Yes, I think that is too early. As you know the legislation is due for an update this November. It's passed as public comment. We have looked at that update and we have had some preliminary discussions with CMS in this area and exposed our data to CMS and talked about this application for this unmet need. So little early to get into the details of that but we certainly think there is an avenue within that new legislation to contemplate reimbursement for this class of medication.

[Operator Instructions] Our next question comes from Jim Molloy of Laidlaw. Your line is open.

This is actually Frank on for Jim. Thanks for taking the questions. Just a couple in terms of timing. So now that the oral CR845 is fully enrolled with the expected date of fourth quarter '15. What kind of turnaround should we be expecting before the Phase 3 start and should we be still thinking third quarter '16 for this start. And then second also in terms of the I.V. CR845 for UP, with the meeting upcoming fourth quarter '15 here with the FDA, should we still be thinking Phase 3 could start as soon as the first quarter '16 or should we be looking more at second quarter with the data. Should we be looking at early first half '17 or kind of more second quarter '17 too? Thanks.

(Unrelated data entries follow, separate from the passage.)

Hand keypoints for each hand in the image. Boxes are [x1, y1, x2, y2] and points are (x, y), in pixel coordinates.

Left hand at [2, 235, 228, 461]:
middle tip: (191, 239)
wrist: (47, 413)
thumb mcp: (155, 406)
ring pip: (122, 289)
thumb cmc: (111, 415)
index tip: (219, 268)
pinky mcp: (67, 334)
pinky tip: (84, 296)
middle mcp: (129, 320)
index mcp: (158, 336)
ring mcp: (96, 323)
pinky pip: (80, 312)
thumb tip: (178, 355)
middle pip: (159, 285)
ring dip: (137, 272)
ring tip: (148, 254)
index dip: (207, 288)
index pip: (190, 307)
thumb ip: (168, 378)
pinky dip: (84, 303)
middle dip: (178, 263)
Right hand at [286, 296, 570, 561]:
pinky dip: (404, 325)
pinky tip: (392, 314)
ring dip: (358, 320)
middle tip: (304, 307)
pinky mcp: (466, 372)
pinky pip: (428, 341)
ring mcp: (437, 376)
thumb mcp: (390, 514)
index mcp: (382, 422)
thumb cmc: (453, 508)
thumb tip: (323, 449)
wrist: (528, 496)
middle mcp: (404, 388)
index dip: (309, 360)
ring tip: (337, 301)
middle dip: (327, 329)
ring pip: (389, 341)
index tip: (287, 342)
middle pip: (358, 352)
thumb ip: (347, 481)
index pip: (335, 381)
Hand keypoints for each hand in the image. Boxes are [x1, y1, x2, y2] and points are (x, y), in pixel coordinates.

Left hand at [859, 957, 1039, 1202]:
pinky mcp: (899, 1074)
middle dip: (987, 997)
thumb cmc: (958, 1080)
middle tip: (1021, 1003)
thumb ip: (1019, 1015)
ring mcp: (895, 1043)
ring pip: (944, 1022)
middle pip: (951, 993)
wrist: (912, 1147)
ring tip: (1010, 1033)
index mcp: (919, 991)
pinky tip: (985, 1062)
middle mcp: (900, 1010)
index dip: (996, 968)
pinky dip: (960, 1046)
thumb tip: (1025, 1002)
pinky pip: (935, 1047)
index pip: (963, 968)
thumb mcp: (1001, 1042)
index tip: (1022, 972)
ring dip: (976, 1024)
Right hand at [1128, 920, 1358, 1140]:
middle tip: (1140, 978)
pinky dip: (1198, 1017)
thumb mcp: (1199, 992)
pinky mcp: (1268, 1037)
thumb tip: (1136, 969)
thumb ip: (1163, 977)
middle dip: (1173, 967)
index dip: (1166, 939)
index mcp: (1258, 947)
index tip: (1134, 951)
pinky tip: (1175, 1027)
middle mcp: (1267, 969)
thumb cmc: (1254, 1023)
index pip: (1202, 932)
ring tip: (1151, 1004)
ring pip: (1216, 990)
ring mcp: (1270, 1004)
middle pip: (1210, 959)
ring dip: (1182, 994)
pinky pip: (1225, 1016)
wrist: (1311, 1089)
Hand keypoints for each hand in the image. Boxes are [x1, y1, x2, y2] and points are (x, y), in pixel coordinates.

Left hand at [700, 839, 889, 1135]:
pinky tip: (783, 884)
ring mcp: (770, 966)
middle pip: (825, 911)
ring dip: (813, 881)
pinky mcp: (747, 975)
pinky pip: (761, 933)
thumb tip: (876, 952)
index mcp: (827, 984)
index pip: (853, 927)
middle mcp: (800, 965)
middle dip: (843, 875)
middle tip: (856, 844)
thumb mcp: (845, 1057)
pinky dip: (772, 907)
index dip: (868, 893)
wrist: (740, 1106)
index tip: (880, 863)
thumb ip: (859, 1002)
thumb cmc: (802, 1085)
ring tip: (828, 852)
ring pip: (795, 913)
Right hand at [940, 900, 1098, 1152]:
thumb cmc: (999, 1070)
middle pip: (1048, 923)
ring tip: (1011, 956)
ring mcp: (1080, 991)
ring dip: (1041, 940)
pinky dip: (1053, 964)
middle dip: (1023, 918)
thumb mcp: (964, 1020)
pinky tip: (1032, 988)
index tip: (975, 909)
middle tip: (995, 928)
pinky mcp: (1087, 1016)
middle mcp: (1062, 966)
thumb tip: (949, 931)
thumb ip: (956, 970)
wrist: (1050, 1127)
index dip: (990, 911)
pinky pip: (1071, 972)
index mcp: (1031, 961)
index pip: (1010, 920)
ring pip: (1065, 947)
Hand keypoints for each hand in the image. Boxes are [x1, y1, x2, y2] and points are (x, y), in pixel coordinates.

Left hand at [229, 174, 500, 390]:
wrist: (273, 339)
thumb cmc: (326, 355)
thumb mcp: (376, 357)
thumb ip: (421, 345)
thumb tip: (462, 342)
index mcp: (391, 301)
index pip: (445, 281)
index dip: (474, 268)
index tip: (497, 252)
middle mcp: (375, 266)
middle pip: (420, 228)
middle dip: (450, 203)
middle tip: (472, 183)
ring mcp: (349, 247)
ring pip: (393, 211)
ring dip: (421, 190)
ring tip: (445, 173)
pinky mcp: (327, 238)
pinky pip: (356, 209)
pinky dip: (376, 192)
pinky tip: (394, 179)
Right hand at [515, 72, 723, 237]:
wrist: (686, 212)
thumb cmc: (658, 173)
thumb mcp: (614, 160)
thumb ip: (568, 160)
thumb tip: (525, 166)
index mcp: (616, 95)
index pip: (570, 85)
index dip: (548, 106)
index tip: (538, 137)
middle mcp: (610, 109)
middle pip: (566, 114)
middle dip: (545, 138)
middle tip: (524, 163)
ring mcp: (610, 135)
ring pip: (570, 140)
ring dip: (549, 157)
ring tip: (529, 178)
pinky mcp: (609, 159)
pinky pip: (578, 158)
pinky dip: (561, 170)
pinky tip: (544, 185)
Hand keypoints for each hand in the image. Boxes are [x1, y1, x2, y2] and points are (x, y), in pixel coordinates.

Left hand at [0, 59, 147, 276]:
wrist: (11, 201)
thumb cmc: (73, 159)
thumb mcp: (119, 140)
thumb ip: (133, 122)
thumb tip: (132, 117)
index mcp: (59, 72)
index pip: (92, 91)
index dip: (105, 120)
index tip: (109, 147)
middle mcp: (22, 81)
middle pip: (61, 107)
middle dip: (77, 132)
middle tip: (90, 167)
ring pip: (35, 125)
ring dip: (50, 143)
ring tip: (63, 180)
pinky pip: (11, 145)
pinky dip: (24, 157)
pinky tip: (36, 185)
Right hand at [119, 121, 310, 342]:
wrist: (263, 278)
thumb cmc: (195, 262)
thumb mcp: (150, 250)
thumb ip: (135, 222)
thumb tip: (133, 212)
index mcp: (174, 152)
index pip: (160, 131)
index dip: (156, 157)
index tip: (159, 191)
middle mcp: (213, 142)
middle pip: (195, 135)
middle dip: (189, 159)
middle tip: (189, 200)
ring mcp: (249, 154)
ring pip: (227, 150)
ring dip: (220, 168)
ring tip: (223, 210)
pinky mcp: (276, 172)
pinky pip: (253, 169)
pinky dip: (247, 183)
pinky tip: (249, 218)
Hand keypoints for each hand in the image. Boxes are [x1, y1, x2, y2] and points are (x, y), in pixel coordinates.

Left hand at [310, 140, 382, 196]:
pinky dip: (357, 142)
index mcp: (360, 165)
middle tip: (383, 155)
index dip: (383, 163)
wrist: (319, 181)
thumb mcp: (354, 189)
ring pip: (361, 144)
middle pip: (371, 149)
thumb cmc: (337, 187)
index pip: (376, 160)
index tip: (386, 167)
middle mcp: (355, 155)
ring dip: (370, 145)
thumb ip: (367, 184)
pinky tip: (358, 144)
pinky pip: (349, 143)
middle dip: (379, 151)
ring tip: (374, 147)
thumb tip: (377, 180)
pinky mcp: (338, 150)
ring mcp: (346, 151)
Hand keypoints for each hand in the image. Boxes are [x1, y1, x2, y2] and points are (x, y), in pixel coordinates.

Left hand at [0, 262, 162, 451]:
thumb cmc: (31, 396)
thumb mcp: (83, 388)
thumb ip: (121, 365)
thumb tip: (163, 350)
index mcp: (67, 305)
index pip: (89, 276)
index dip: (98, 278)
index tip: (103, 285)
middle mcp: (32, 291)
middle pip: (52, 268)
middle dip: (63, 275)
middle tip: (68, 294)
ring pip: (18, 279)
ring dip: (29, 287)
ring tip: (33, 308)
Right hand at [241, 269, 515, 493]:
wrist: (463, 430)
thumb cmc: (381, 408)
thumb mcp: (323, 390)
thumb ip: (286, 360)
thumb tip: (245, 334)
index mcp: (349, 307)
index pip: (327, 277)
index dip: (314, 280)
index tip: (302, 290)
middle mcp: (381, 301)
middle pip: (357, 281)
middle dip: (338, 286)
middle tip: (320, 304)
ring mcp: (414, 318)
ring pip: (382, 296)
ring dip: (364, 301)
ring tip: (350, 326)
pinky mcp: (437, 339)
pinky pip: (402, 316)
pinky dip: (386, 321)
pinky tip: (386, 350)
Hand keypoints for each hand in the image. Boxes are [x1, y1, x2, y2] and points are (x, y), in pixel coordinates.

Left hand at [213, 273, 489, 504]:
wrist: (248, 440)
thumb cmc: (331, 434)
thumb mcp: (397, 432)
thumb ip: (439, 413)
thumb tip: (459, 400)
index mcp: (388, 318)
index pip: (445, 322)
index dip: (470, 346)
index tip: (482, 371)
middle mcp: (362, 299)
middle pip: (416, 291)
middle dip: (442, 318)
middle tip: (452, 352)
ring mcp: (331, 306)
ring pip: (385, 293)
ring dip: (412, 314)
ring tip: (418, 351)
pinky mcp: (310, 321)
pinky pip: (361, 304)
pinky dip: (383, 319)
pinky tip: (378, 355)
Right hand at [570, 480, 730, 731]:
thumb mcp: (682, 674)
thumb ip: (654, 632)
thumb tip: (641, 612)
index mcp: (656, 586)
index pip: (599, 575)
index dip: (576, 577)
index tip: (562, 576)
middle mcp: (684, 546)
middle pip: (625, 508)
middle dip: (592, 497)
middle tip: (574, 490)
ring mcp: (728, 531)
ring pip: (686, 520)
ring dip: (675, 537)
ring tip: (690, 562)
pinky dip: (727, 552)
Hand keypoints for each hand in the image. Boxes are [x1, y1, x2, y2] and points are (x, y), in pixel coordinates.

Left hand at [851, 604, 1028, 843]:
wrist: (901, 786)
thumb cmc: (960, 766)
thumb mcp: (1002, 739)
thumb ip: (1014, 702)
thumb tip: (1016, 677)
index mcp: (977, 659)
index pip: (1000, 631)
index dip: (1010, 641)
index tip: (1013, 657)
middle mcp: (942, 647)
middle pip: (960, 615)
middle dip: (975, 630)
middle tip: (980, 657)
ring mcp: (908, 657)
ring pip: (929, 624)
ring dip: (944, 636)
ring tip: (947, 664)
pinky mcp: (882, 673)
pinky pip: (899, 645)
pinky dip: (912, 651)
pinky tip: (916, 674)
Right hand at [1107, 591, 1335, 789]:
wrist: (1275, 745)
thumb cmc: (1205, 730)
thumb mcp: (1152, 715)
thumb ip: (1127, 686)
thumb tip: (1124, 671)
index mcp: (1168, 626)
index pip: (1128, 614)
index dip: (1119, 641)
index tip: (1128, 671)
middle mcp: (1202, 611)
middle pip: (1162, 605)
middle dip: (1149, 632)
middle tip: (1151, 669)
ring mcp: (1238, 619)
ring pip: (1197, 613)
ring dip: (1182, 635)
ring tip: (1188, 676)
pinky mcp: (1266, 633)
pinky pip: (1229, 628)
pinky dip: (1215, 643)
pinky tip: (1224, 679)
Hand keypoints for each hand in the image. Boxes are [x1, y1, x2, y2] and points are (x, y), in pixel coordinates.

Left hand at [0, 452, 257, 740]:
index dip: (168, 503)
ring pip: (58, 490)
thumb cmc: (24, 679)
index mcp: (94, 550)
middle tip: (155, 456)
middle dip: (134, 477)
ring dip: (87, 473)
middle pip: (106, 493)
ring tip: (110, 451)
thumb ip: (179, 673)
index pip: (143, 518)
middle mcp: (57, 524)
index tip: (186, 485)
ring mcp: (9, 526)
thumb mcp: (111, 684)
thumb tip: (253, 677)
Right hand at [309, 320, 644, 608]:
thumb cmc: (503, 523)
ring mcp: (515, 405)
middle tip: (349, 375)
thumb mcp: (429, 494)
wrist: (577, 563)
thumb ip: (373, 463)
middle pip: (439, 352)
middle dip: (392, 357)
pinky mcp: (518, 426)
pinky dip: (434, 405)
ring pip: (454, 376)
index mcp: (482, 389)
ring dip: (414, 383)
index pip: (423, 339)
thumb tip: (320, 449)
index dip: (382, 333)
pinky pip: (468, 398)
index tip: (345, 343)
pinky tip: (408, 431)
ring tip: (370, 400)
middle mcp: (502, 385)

Thanks, Frank. So your first question, again a reminder, that first trial in OA is a Phase 2a trial so the next trial is a Phase 2b trial. And if data is positive in this first trial and it looks like we have established safety and appropriate PK intolerability, then we would be looking to initiate that Phase 2b trial in the first half of '16. So a push out for '16 for Phase 2b there. In terms of the UP Phase 3 initiation, assuming we have positive feedback from the agency and they are in agreement with our registration plans, that first pivotal Phase 3 should initiate in the first half of '16 with data readout in '17 without first Phase 3.

And I am showing no further questions at this time. I would now like to turn the call back over to management for closing remarks.

Thank you everybody for participating in today's call and we certainly look forward to updating you again in the near future. Thank you. Have a good evening.

Ladies and gentlemen, this concludes today's conference. Thank you for your participation and have a wonderful day.